Consider the Hilbert space $L^2(\mathbb{R})$, and unbounded operator $Au:=iu’$ with domain $$D(A)= \{u \in L^2(\mathbb{R}) | u \text{ is absolutely continuous and } u’ \in L^2(\mathbb{R})\} $$ I’m showing that it’s self-adjoint. It’s not hard to show that it’s symmetric, and suffice to show that $D(A^*) \subseteq D(A)$, which I don’t know how to deal with. Any help will be appreciated.

Answer 1

Let $u\in D(A^\ast)$. For all $\phi\in C_c^\infty(\mathbb{R})$ we have $$ \langle A^\ast u,\phi\rangle=\langle u,A\phi\rangle=-i\int u\phi'=i\langle u',\phi\rangle, $$ where $u'$ is the distributional derivative of $u$.

Thus $$ |\langle u',\phi\rangle|=|\langle A^\ast u,\phi\rangle|\leq \|A^\ast u\|_2\|\phi\|_2. $$ Hence $u'\in L^2(\mathbb{R})$ by the Riesz representation theorem.

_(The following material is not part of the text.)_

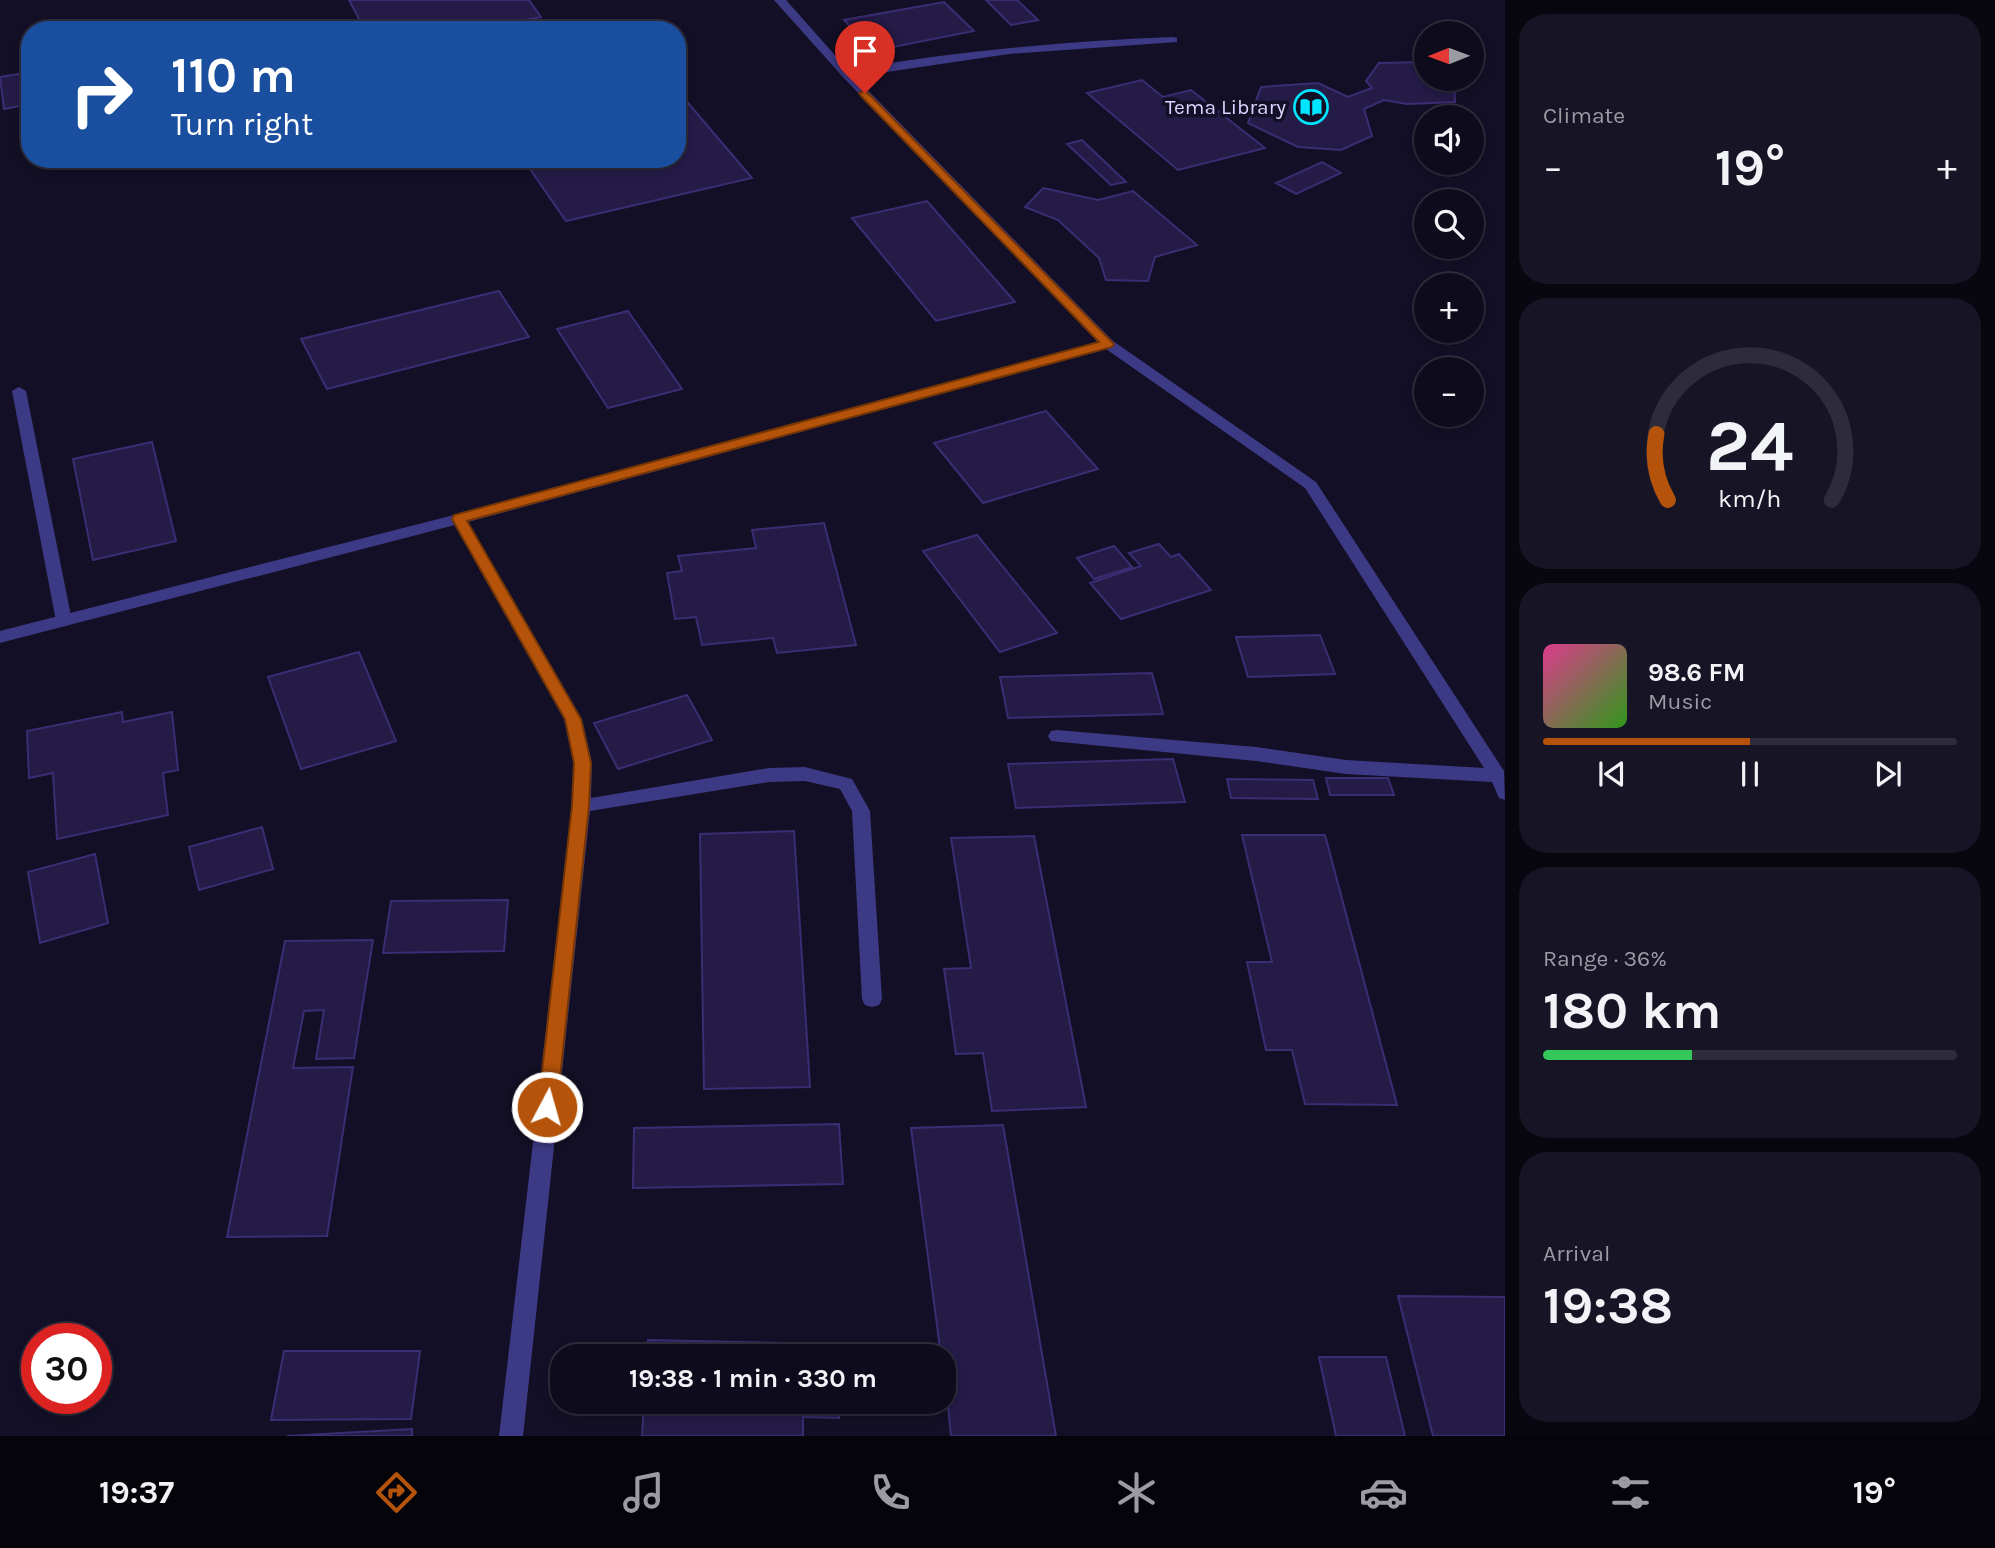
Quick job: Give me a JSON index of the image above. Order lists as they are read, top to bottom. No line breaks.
{"places":{"library":["Tema Library"]},"north":"left","page":{"tile":["Climate",["Range · 36%","180 km"],["Arrival","19:38"]],"map_buttons":["+","−"],"turn":["110 m","Turn right"],"heat":["−","19°","+"],"song":["98.6 FM","Music"],"limit":"30","trip":"19:38 · 1 min · 330 m","tabs":["19:37","19°"],"gauge":["24","km/h"]}}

Now let $$ \tilde u(x)=\int_0^x u'(y)\,dy. $$ This function is absolutely continuous and has weak derivative $u'$. It follows that there exists a constant $C\in\mathbb{R}$ such that $u=\tilde u+C$ a.e. as explained here.

Answer 2

Suppose $v\in\mathcal{D}(A^*)$. Then there exists $w\in L^2(\mathbb{R})$ such that, for all $u\in\mathcal{D}(A)$, one has $$ \int_{-\infty}^{\infty} (Au)vdx=\int_{-\infty}^{\infty}uwdx. $$ Information about $w$ is obtained by choosing specific $u \in \mathcal{D}(A)$. For example, let $$ u_{a,b,\epsilon,\delta}=\int_{-\infty}^{x}\frac{1}{\epsilon}\chi_{[a-\epsilon,a]}(t)-\frac{1}{\epsilon}\chi_{[b,b+\delta]}(t)dt. $$ This function is $0$ for $x < a-\epsilon$ and $0$ for $x > b+\delta$. It is $1$ in $[a,b]$, and it is linear on $[a-\epsilon,a]$ and on $[b,b+\delta]$. $u_{a,b,\epsilon,\delta}\in\mathcal{D}(A)$. So, the first equation applied with $u=u_{a,b,\epsilon}$ gives $$ \frac{1}{\epsilon}\int_{a-\epsilon}^{a}vdx-\frac{1}{\epsilon}\int_{b}^{b+\delta}vdx=\int_{-\infty}^{\infty}u_{a,b,\epsilon,\delta}wdx $$ The limit as $\epsilon\downarrow 0$ exists, because it exists on the right. Similarly the limit as $\delta\downarrow 0$ exists. It follows that the following holds for almost all $a,b\in\mathbb{R}$: $$ v(a)-v(b)=\int_{a}^{b}w(x)dx $$ Therefore, $v$ is equal a.e. to an absolutely continuous function that is in $L^2$ with a derivative $v'=w\in L^2$. So $v\in\mathcal{D}(A)$. In other words $\mathcal{D}(A^*)\subseteq\mathcal{D}(A)$. The opposite inclusion follows directly using the symmetry of $A$.

Answer 3

On the Hermite Function basis, $A$ is a tri-diagonal matrix $$const \times \begin{bmatrix} 0 & -i\sqrt{1} & 0 & 0 & 0 & \cdots \\ i\sqrt{1} & 0 & -i\sqrt{2} & 0 & 0 & \cdots \\ 0 & i\sqrt{2} & 0 & -i\sqrt{3} & 0 & \cdots \\ 0 & 0 & i\sqrt{3} & 0 & -i\sqrt{4} & \cdots\\ \vdots & \vdots & \vdots & \vdots & \vdots & \ddots \\ \end{bmatrix}$$ (Wikipedia). Since the off-diagonal elements are $\mathscr O(\sqrt n)$, by Carleman's test $A$ is essentially self-adjoint on the span of the Hermite Functions. Since the Hermite Functions are complete, $A$ is essentially self-adjoint on the larger domain.